Home-learning expectations and guidance for parents to support their child

    We aim that all children will read at home for at least 15 minutes each night. Parents may also read books to their children to further develop their love of reading. Staff check reading records daily in our personalised reading records.  Those children that do not read at home every night are heard reading in school by a member of staff or one of our parent volunteers.

    How to support your child at home

    We encourage parents to find a quiet place each day to hear your child read at home or share a book with them.  In Key Stage 1, please encourage your child to use their phonics knowledge to sound our unfamiliar words. Once the children have read their book, we would then hope they could discuss what they have read.  Two key questions to ask all children are "What has happened so far?" and "What do you think will happen next?".

    READING RECORDS

    Early Years Foundation Stage (Diamonds) Reading Records

    Reading at Home
    All children in Reception learn phonics at school. They use this to sound out words when reading.
    We expect children to read, to an adult at home, for at least 10 minutes each day. The following pages have questions which can be used in discussions to support your child’s understanding of what they have read.

    Please find a quiet place to sit and hear your child read. Once they have read their book and discussed it with you please comment and sign their Reading Record each night.

    Thank you for your continued help and support.

    GLOSSARY

    Blend
    To combine individual phonemes into a whole word.

    Comprehension
    To make sense of and understand the text.

    Chunking
    To break up a longer word and read it one part (chunk) at a time.

    Decoding
    The process of recognising the sounds that letters make in a word and blending those sounds together to read them.

    Digraph
    A grapheme using two letters to represent one phoneme. We use the mantra ‘two letters, one sound’.

    Fluency
    The ability to read accurately with speed and expression. Fluent readers read words automatically without needing to decode.

    Grapheme
    The letter or group of letters used to represent a particular phoneme when writing.

    Oral Blending
    Used for the early practice of blending. An adult sounds out each phoneme in order and the children responds by saying the whole word.

    Phoneme
    The smallest unit of sound that can be identified in words. We sometimes call this a ‘sound’.

    Prosody
    The rhythm and intonation of reading that displays as expressive reading. It helps to convey meaning and add ‘life’ to reading.

    Segment
    To identify each of the individual phonemes in a word, working all the way from left to right.

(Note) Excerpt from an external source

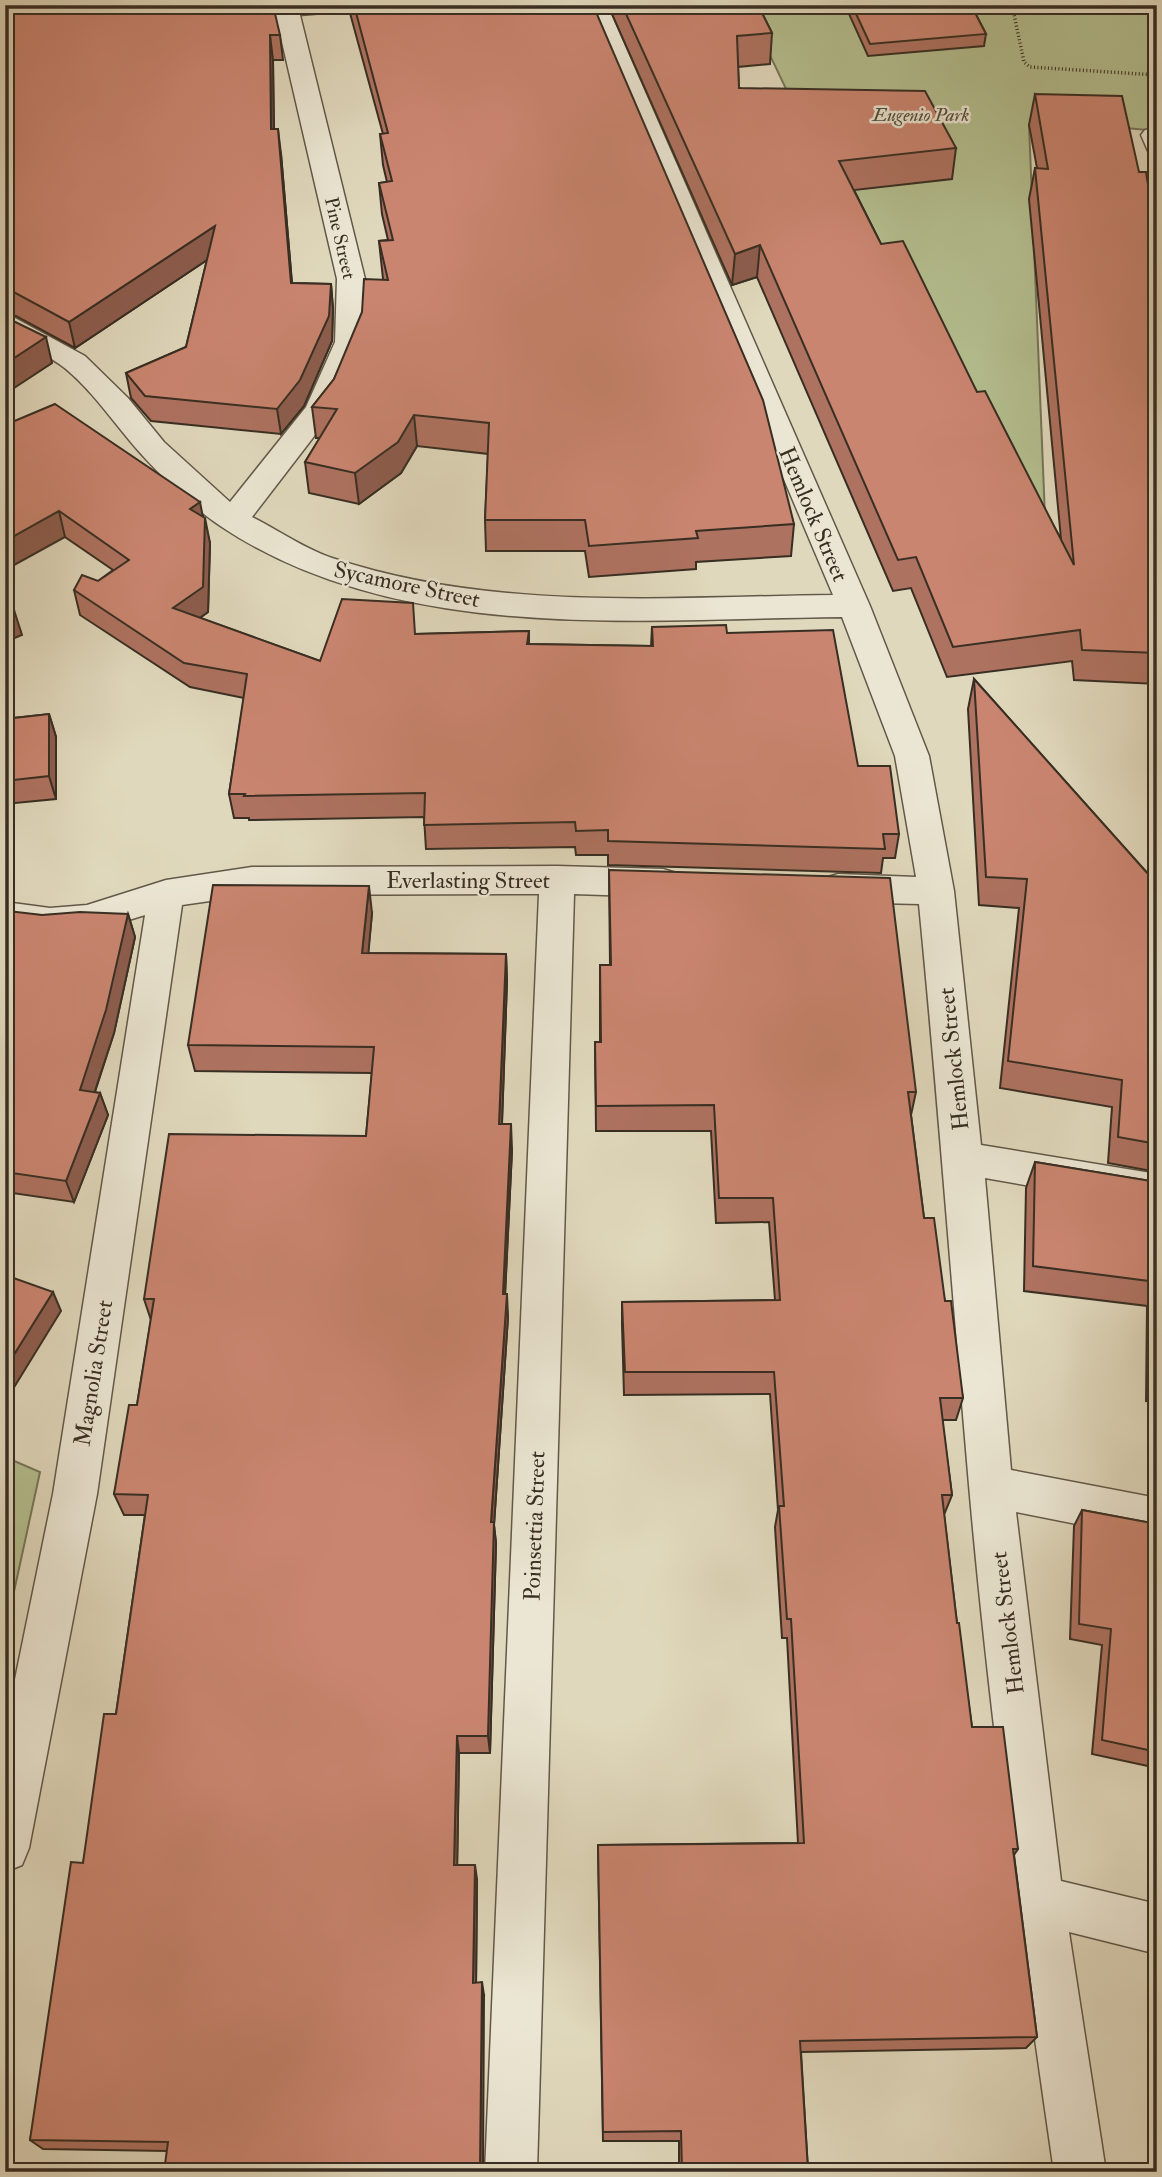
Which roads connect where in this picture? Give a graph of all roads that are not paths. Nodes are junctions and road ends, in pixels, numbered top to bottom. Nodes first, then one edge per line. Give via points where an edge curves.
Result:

It is an important first stage of writing (spelling).

    Tricky words
    High frequency words that, although decodable in themselves, cannot be decoded by children using the GPCs they have been taught up to that point.
    Trigraph
    A grapheme using three letters to represent one phoneme. We use the mantra ‘three letters, one sound’.

    KS1 (Rubies & Silvers) Reading Records

    Reading at Home
    All children in Key Stage 1 learn phonics at school. They use this to sound out words when reading.
    We expect children to read, to an adult at home, for at least 15 minutes each day. The following pages have questions which can be used in discussions to support your child’s understanding of what they have read.

    Please find a quiet place to sit and hear your child read. Once they have read their book and discussed it with you please comment and sign their Reading Record each night.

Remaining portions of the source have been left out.